NORTH BERGEN _ As Sen. Bob Menendez posed for a photo with 15 women after a roundtable discussion Friday morning at a local diner, he quipped that his opponent wouldn’t want any members of the group to join Princeton University eating clubs.

It was unknown if any of the women attended Princeton, or even if all knew what the joke was about.

That didn’t matter.

It’s certainly clear by now that after news surfaced last week that Republican Senate candidate Bob Hugin opposed admitting women and gays into university eating clubs, which are a longstanding Princeton tradition, Menendez is not going to let the issue die.

And who can blame him?

It’s a good one for him and a troublesome one for Hugin.

Menendez mentioned the incident on Monday in Bayonne when the issue at hand was a federal grant to bolster New Jersey ports and again on Friday during what was billed as a discussion on what was on the minds of a cross-section of New Jersey women.

This was a supportive group.

The senator began by asked the group assembled around a table at the Boulevard Diner, “What keeps you up at night?”

The answers allowed Menendez to both stress his campaign themes and to denounce the Trump administration. Actually, they’re one in the same.

On immigration, Menendez stressed the importance of DACA, a program aimed at helping children brought to this country illegally by their parents and condemned President Trump for ending the initiative. Trump’s termination order is tied up in the courts.

He said he would oppose Brett Kavanaugh, the president’s Supreme Court nominee, noting that the judge’s writings show that he would support overturning the federal right to abortion.

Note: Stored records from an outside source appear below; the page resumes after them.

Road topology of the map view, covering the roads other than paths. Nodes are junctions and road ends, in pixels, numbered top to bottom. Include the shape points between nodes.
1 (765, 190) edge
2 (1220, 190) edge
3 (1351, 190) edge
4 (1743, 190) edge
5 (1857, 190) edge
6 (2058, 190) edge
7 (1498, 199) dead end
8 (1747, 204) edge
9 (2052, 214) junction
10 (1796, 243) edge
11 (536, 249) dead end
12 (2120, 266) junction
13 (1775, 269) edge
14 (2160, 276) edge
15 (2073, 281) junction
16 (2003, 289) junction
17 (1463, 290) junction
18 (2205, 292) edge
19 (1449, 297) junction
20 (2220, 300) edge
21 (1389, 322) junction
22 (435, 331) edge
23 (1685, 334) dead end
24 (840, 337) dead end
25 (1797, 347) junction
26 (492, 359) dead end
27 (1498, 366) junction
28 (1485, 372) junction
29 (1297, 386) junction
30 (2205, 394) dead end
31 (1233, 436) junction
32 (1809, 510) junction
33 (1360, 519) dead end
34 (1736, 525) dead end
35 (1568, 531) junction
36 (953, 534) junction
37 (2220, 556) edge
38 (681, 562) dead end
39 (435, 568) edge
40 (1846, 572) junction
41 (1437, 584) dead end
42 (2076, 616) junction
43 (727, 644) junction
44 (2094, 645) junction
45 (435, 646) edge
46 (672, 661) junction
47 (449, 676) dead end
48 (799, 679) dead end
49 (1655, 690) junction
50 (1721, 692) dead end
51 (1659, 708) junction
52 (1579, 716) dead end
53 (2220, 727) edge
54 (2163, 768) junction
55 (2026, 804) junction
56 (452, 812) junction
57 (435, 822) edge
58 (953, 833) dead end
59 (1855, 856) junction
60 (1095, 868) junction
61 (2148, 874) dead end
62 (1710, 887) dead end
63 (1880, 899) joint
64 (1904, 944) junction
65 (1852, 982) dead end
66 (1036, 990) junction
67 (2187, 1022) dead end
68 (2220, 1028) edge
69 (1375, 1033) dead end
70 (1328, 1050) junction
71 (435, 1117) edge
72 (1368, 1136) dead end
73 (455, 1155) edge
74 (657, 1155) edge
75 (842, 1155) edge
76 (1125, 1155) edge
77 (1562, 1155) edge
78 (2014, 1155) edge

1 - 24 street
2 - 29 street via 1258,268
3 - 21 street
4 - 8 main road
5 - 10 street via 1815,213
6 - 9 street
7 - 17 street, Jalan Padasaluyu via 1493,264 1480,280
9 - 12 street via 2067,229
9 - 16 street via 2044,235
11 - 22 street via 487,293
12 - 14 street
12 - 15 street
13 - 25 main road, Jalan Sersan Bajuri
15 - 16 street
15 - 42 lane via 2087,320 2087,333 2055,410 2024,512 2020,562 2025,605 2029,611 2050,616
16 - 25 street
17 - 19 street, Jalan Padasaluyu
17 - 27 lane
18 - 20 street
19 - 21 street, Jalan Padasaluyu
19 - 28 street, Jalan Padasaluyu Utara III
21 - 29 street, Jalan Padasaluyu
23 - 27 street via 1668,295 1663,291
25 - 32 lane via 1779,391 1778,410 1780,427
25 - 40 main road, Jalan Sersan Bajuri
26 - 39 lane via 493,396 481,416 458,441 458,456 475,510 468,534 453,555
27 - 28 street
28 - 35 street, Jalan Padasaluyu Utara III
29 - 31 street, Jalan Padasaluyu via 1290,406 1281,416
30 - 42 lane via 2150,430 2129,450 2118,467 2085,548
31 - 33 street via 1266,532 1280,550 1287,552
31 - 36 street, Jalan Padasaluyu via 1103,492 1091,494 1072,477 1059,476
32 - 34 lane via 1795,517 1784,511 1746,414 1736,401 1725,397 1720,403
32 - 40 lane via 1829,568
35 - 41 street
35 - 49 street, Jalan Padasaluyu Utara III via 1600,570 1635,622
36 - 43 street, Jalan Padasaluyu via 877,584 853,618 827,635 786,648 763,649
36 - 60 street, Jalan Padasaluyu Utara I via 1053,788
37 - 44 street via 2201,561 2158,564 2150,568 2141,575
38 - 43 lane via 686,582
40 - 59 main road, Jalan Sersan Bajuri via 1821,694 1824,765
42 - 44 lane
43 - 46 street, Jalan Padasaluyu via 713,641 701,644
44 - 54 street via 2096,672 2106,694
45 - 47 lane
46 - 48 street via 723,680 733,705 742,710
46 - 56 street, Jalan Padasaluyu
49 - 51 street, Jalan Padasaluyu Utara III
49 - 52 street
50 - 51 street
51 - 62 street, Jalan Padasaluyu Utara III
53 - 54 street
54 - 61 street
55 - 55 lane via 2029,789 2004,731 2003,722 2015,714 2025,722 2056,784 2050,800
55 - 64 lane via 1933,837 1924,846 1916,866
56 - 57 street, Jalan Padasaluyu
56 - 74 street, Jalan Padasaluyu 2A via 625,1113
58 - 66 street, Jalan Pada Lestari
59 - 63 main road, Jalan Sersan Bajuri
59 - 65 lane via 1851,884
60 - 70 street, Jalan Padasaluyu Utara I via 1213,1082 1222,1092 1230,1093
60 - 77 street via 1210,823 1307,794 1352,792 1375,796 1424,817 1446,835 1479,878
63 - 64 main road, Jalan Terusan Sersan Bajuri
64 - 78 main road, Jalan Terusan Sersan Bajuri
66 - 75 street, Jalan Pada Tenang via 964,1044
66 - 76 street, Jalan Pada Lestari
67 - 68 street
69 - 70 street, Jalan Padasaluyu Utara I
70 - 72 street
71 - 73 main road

This, of course, gave him another opportunity to take a swipe at Hugin, noting that the Republican financially supports the Heritage Foundation, which Menendez said is anti-choice.

One questioner asked about the opioid epidemic. Menendez said expanding the Medicaid program, which was done through the Affordable Care Act, has widened treatment options for many who are struggling with opioid addiction. It went without saying – almost – that the administration’s goal of repealing the ACA would terminate that treatment option.

The only possible controversial subject raised had to do with a planned gas-fired power plant in an industrial section of North Bergen.

This was a ticklish issue for the senator.

North Bergen officials with an eye toward local jobs and ratables  support the plant. But those in nearby towns and many environmentalists oppose it, fearing water contamination and other types of pollution.
Rather than wade into a contentious local issue, Menendez eschewed a direct answer and pivoted to a general condemnation of the Trump administration’s environmental policies.

Through his long career in politics – it started with a run for the Union City school board in 1974 – Menendez at times has been considered aloof and a bit cold.

So it was interesting that on the issue of “equal pay for equal work,” Menendez sought to personalize his feelings.

He noted that his mother was a seamstress in a Hudson County factory. Over time, she was asked to leave her work station and oversee the work of others.

But while she was a de facto supervisor, her pay was never on par with men who did the same job.

And that, Menendez said, was just wrong.